Mr John O'Hara , acting for The Irish Times, told the tribunal that part of Ms Breen's complaint was the consequences that followed from her non-appointment to either job.

When, as part of a cost-cutting exercise, staff in the Belfast office were reduced, Ms Breen was redeployed to Dublin in 2003. Mr O'Hara said: "She contends this represents ongoing discrimination and victimisation."

But he said the paper would deny this and contend it had a contractual right to move staff around.

He applied to have the case adjourned to a later date saying an independent investigation into the conduct of a senior member of staff in Dublin was being carried out and there was "some overlap" with the case to be heard by the tribunal.

The investigation, he said, was into the conduct of an employee whom Ms Breen had complained about when he worked in Belfast in 2000. He had left the North and nothing further was done.

The matter arose again in 2003 when Ms Breen was transferred to Dublin, he said, at which point she raised an assurance she had been given in 2000 that in the future she would not have to work again with the person she had complained about.

As a result, there was now an investigation going on that included events in 2000, he said.

Ms Breen had worked in Dublin for four or five months last year before going off on sick leave, he said.

She remained on sick leave on full pay, said Mr O'Hara, adding: "Happily she is able to do other work as a journalist including a column for the News Letter - we are not complaining about that, it is perhaps an indication of the extent of the ill health."

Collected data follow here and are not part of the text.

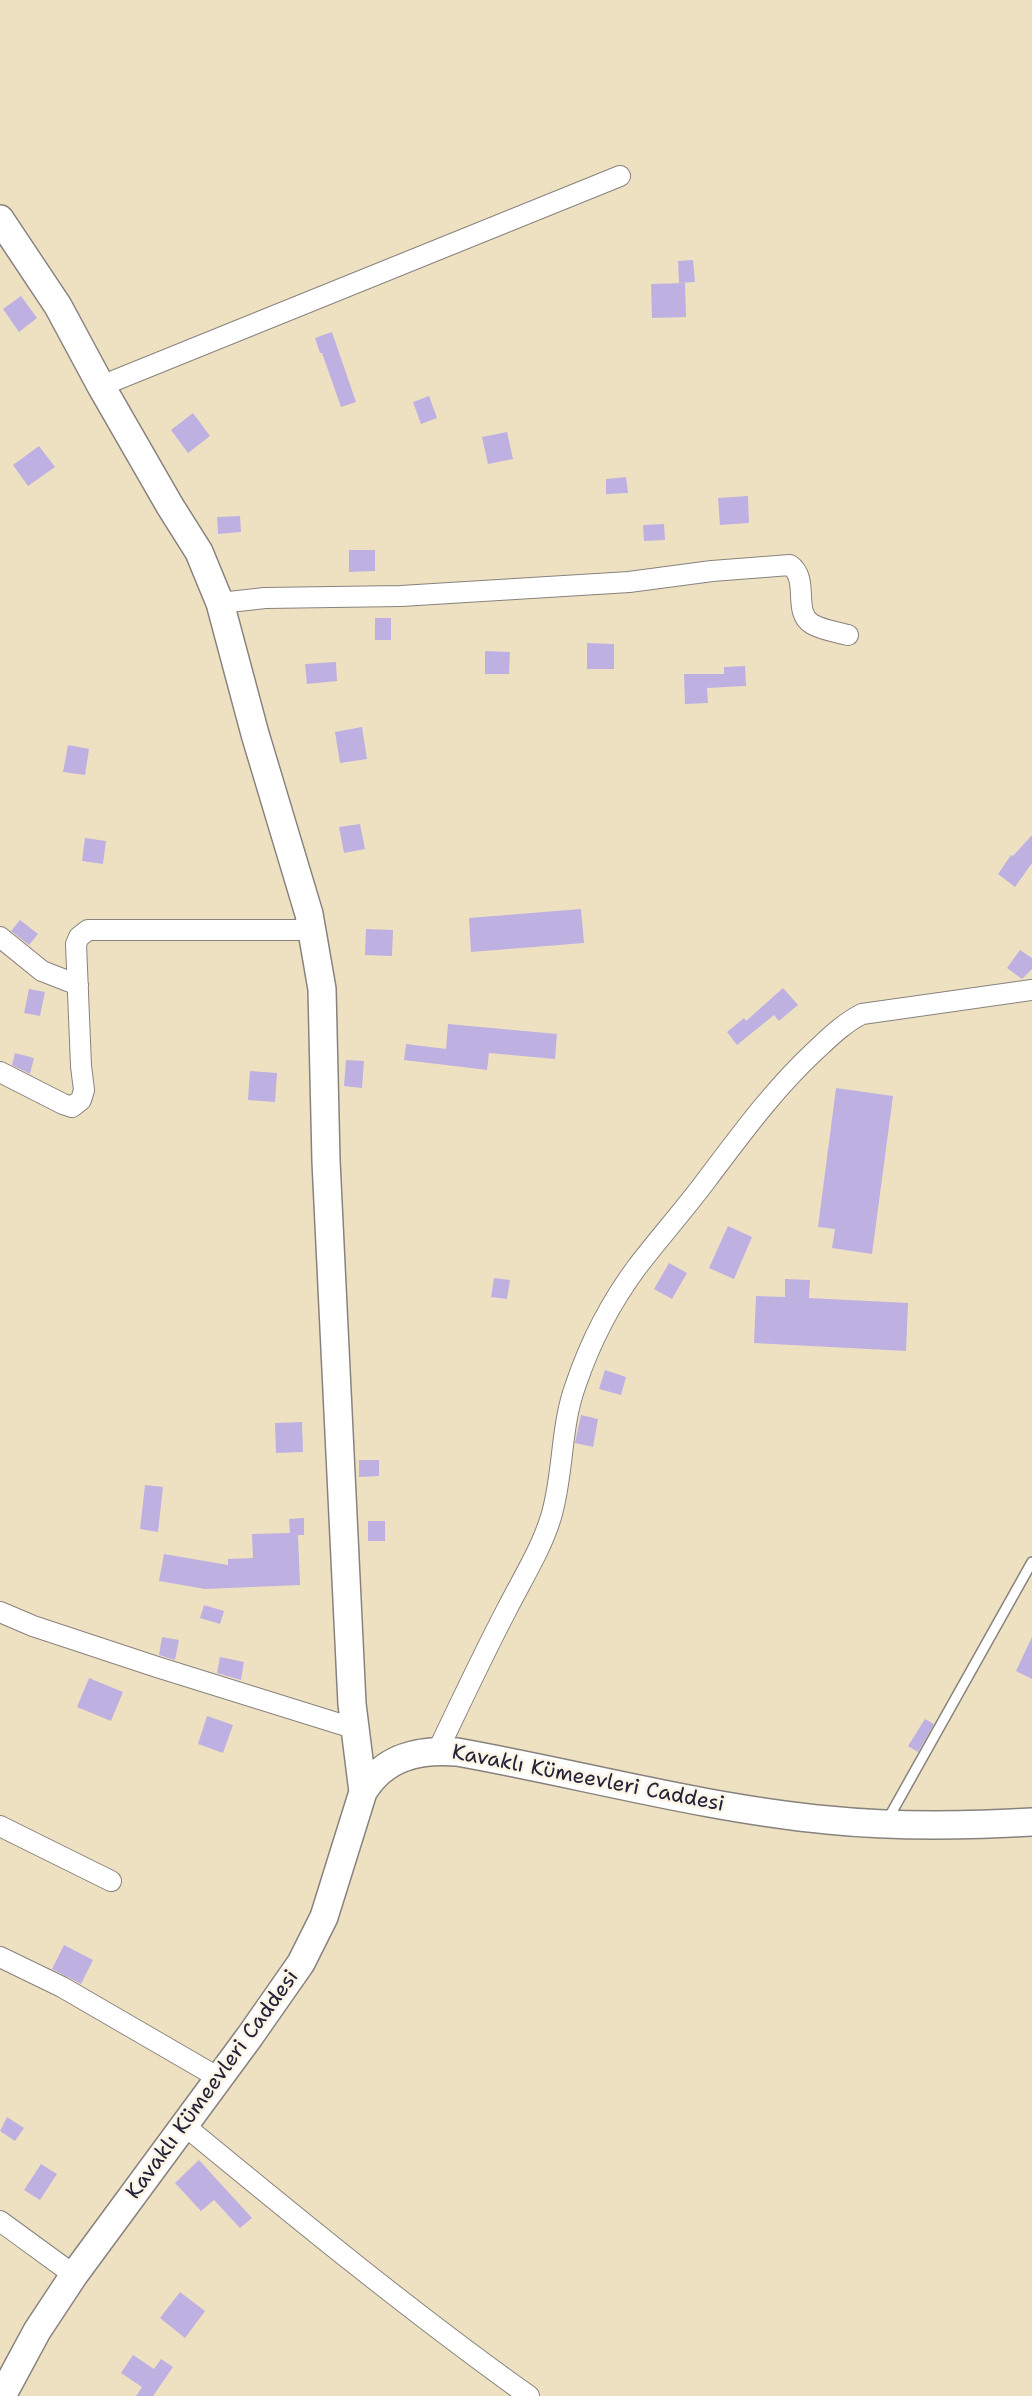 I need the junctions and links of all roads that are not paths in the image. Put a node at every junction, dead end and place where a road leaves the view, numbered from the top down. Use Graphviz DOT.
graph roads {
  1 [pos="620,176"];
  2 [pos="0,219"];
  3 [pos="101,386"];
  4 [pos="220,603"];
  5 [pos="848,635"];
  6 [pos="312,930"];
  7 [pos="0,937"];
  8 [pos="78,985"];
  9 [pos="1032,990"];
  10 [pos="0,1072"];
  11 [pos="1032,1562"];
  12 [pos="0,1612"];
  13 [pos="356,1729"];
  14 [pos="438,1750"];
  15 [pos="363,1792"];
  16 [pos="1032,1822"];
  17 [pos="886,1824"];
  18 [pos="0,1826"];
  19 [pos="111,1881"];
  20 [pos="0,1957"];
  21 [pos="219,2078"];
  22 [pos="185,2126"];
  23 [pos="0,2221"];
  24 [pos="74,2275"];
  25 [pos="2,2396"];
  26 [pos="529,2396"];
  1 -- 3 [label="street"];
  2 -- 3 [label="street"];
  3 -- 4 [label="street"];
  4 -- 5 [label="street"];
  4 -- 6 [label="street"];
  6 -- 8 [label="street"];
  6 -- 13 [label="street"];
  7 -- 8 [label="street"];
  8 -- 10 [label="street"];
  9 -- 14 [label="street"];
  11 -- 17 [label="lane"];
  12 -- 13 [label="street"];
  13 -- 15 [label="street"];
  14 -- 15 [label="street, Kavaklı Kümeevleri Caddesi"];
  14 -- 17 [label="street, Kavaklı Kümeevleri Caddesi"];
  15 -- 21 [label="street, Kavaklı Kümeevleri Caddesi"];
  16 -- 17 [label="street, Kavaklı Kümeevleri Caddesi"];
  18 -- 19 [label="street"];
  20 -- 21 [label="street"];
  21 -- 22 [label="street, Kavaklı Kümeevleri Caddesi"];
  22 -- 24 [label="street, Kavaklı Kümeevleri Caddesi"];
  22 -- 26 [label="street"];
  23 -- 24 [label="street"];
  24 -- 25 [label="street, Kavaklı Kümeevleri Caddesi"];
}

Mr Tony McGleenan, for Ms Breen, called for the tribunal case to go ahead. He said she was suffering from considerable stress, was on stress leave, and seeing an occupational therapist.

If the case was not progressed now she would have to live under the stress for an extended period.

He accused the newspaper of putting forward the Dublin investigation as a "smokescreen and red herring".

It was the applicant's case that this was "entirely separate and can have no bearing on" the tribunal case.